10 thoughts on “LinkedIn and My Multiple Personalities

  1. Great description of truly a real problem. For me I am Professional Contract Pilot 25% of the time and a Information Consultant the remaining 100% of the time. I need the ability to serve both profiles with a single account. In some cases I might want my personas to cross but in most I don’t. Would love to see something like this come out with LinkedIn.

  2. Oh this is exactly what I want and need! I’m a professional nanny AND a freelance copyeditor. Those two networks have zero inherent connections, and it’s frustrating that I can’t curate both professional personas effectively but rather have to choose only one! I am not a millennial, but I suspect that this will becoming an increasing issue as the younger generations (millennia’s and onward) join the professional forces.

    Come on, LinkedIn; join the 21st century!

    1. Wow, rude comment from LinkedIn. What about those of us who want to change careers, and want to connect with other individuals who are part of the new career? Not possible through LinkedIn? I never liked it anyway.

  3. 100% with you here and I believe that the changing landscape in the way we work and the freedoms we have access to are going to continue to create this dilemma for more and more professionals. I have spent most of my life in the software industry but also teach work skills as part of personal community service goals and am a musician. I maintain all three activities as a freelancer working on a project basis in IT and being selective with the community courses and musical projects I take on. Really hard to sell all of that on one profile and not deter potential clients in the IT sector who are afraid of the diversity/perceived lack of focus. With technology we can live and work multiple lives these days. It would be great if LinkedIN evolved to support that.

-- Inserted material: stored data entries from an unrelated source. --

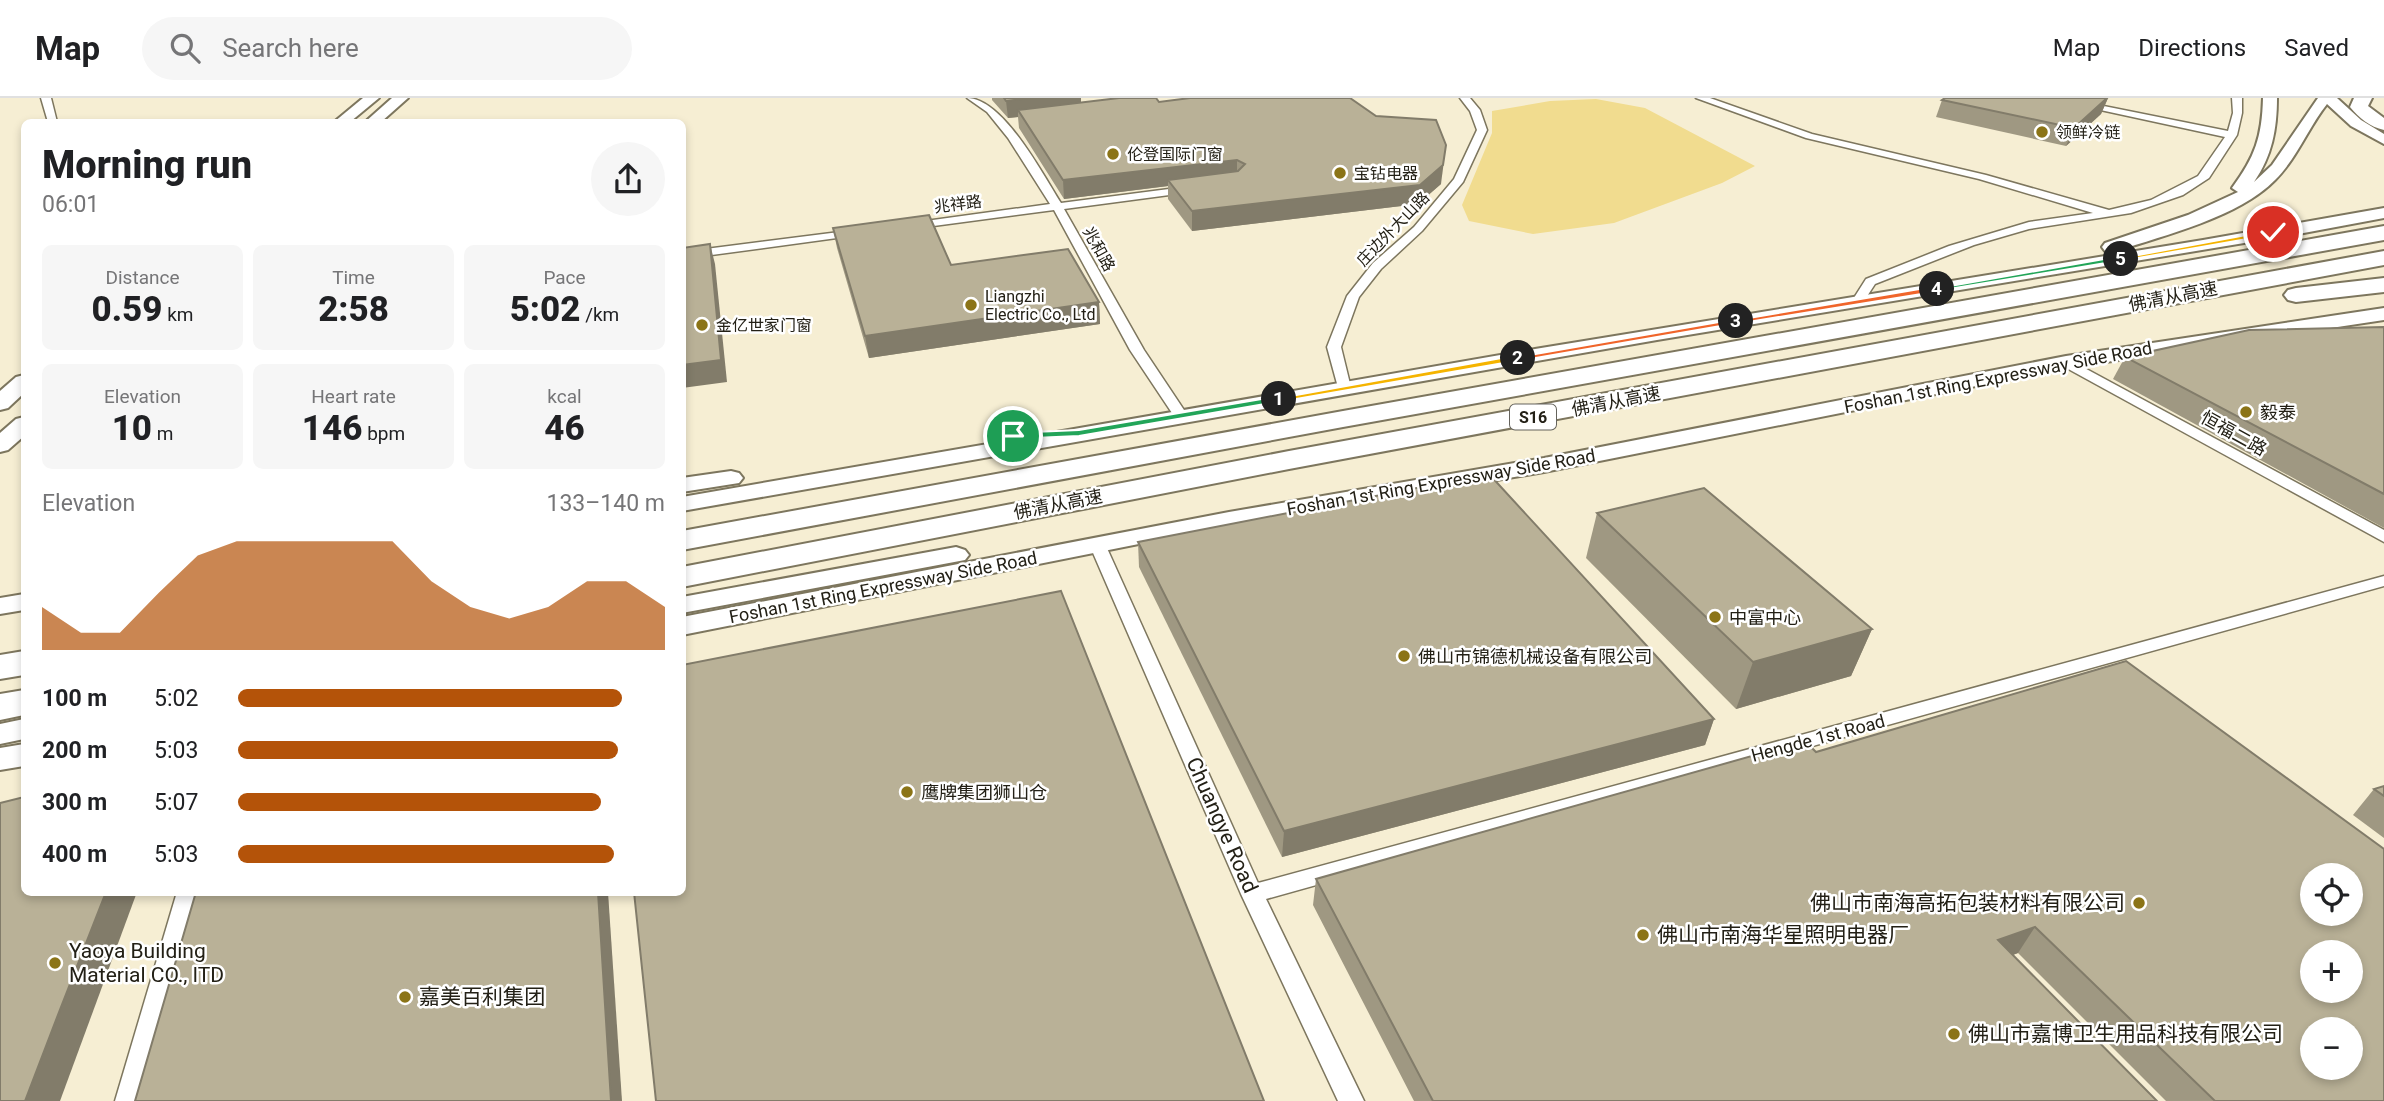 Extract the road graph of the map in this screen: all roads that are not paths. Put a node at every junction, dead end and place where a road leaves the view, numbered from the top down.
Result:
1 (46, 98) edge
2 (372, 98) edge
3 (401, 98) edge
4 (1465, 98) edge
5 (1700, 98) edge
6 (2050, 98) edge
7 (2237, 98) edge
8 (2270, 98) edge
9 (2327, 98) edge
10 (2363, 98) edge
11 (977, 99) edge
12 (52, 119) edge
13 (345, 119) edge
14 (376, 119) edge
15 (2384, 125) edge
16 (2232, 135) junction
17 (2384, 140) edge
18 (1209, 187) edge
19 (1058, 207) junction
20 (2217, 207) junction
21 (2384, 213) edge
22 (2113, 215) junction
23 (897, 228) edge
24 (870, 231) edge
25 (2384, 233) edge
26 (686, 255) edge
27 (2384, 258) edge
28 (2384, 285) edge
29 (1951, 287) junction
30 (1858, 301) junction
31 (2384, 301) edge
32 (2384, 314) edge
33 (2294, 327) junction
34 (2371, 330) edge
35 (2199, 340) junction
36 (2066, 362) junction
37 (21, 385) edge
38 (1343, 388) junction
39 (0, 403) edge
40 (1181, 416) junction
41 (21, 427) edge
42 (1079, 433) junction
43 (0, 445) edge
44 (686, 484) edge
45 (686, 503) edge
46 (1047, 507) junction
47 (1228, 519) junction
48 (2384, 537) edge
49 (686, 540) edge
50 (1098, 546) junction
51 (686, 576) edge
52 (2384, 581) edge
53 (21, 602) edge
54 (686, 604) edge
55 (0, 606) edge
56 (21, 618) edge
57 (0, 622) edge
58 (686, 625) edge
59 (2110, 657) junction
60 (21, 664) edge
61 (0, 667) edge
62 (2132, 673) edge
63 (21, 704) edge
64 (0, 707) edge
65 (21, 730) edge
66 (0, 734) edge
67 (21, 756) edge
68 (0, 759) edge
69 (1252, 894) junction
70 (187, 896) edge
71 (128, 1101) edge
72 (1351, 1101) edge

1 - 12 street
2 - 13 main road
3 - 14 main road
4 - 38 street, 庄边外大山路
5 - 22 street
6 - 16 street
7 - 16 street
8 - 20 main road
9 - 17 main road
9 - 20 main road
10 - 15 highway
11 - 19 street, 兆和路
16 - 22 street
18 - 19 street, 兆祥路
19 - 23 street, 兆祥路
19 - 40 street, 兆和路
20 - 29 main road
21 - 29 main road
22 - 30 street
24 - 26 street
25 - 49 highway, 佛清从高速 / S16
27 - 46 highway, 佛清从高速 / S16
28 - 46 highway
29 - 30 main road
30 - 38 main road
31 - 35 main road
32 - 33 main road
33 - 34 street
33 - 35 main road
35 - 36 main road, Foshan 1st Ring Expressway Side Road
36 - 47 main road, Foshan 1st Ring Expressway Side Road
36 - 48 street, 恒福二路
37 - 39 main road
38 - 40 main road
40 - 42 main road
41 - 43 main road
42 - 44 main road
42 - 45 main road
46 - 51 highway, 佛清从高速 / S16
47 - 50 main road, Foshan 1st Ring Expressway Side Road
47 - 54 main road
50 - 58 main road, Foshan 1st Ring Expressway Side Road
50 - 69 street, Chuangye Road
52 - 59 street, Hengde 1st Road
53 - 55 main road
56 - 57 main road
59 - 62 street
59 - 69 street, Hengde 1st Road
60 - 61 highway
63 - 64 highway
65 - 66 main road
67 - 68 main road
69 - 72 street, Chuangye Road
70 - 71 street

  4. Wayne James, spot on when you mentioned “…Really hard to sell all of that on one profile and not deter potential clients in the IT sector who are afraid of the diversity/perceived lack of focus” …….exactly my dilemma.
    Linked In forces you to exhibit a conventional career path, just as that what potential employers would want to see, I guess its not a good platform to promote career change, or for people with multiple, diverse or morphing professional goals.

  5. Dear Linked In. Is this Linked In platform not for linking with people to expand connections.
    Do you not recognise that 1 person may have more than one business interest and need to connect with totally different people for the different businesses. E.g. Engineering service “Consultant” Bed and Breakfast and Backpackers. Selling Educational and Nutritional products.
    Different markets.
    Is Linked in only for persons to find work. I.e. is Linked In a HR product?
    Am I wrong to think that Linked In is for connecting with persons of similar interest even if not looking to employ a person, or be employed.
    It has take me a while to work out why I get to my profile on the engineering when I get invites to connect sent to the Accommodation business email.

    Really Linked In. Are you going to confine persons to 1 business only?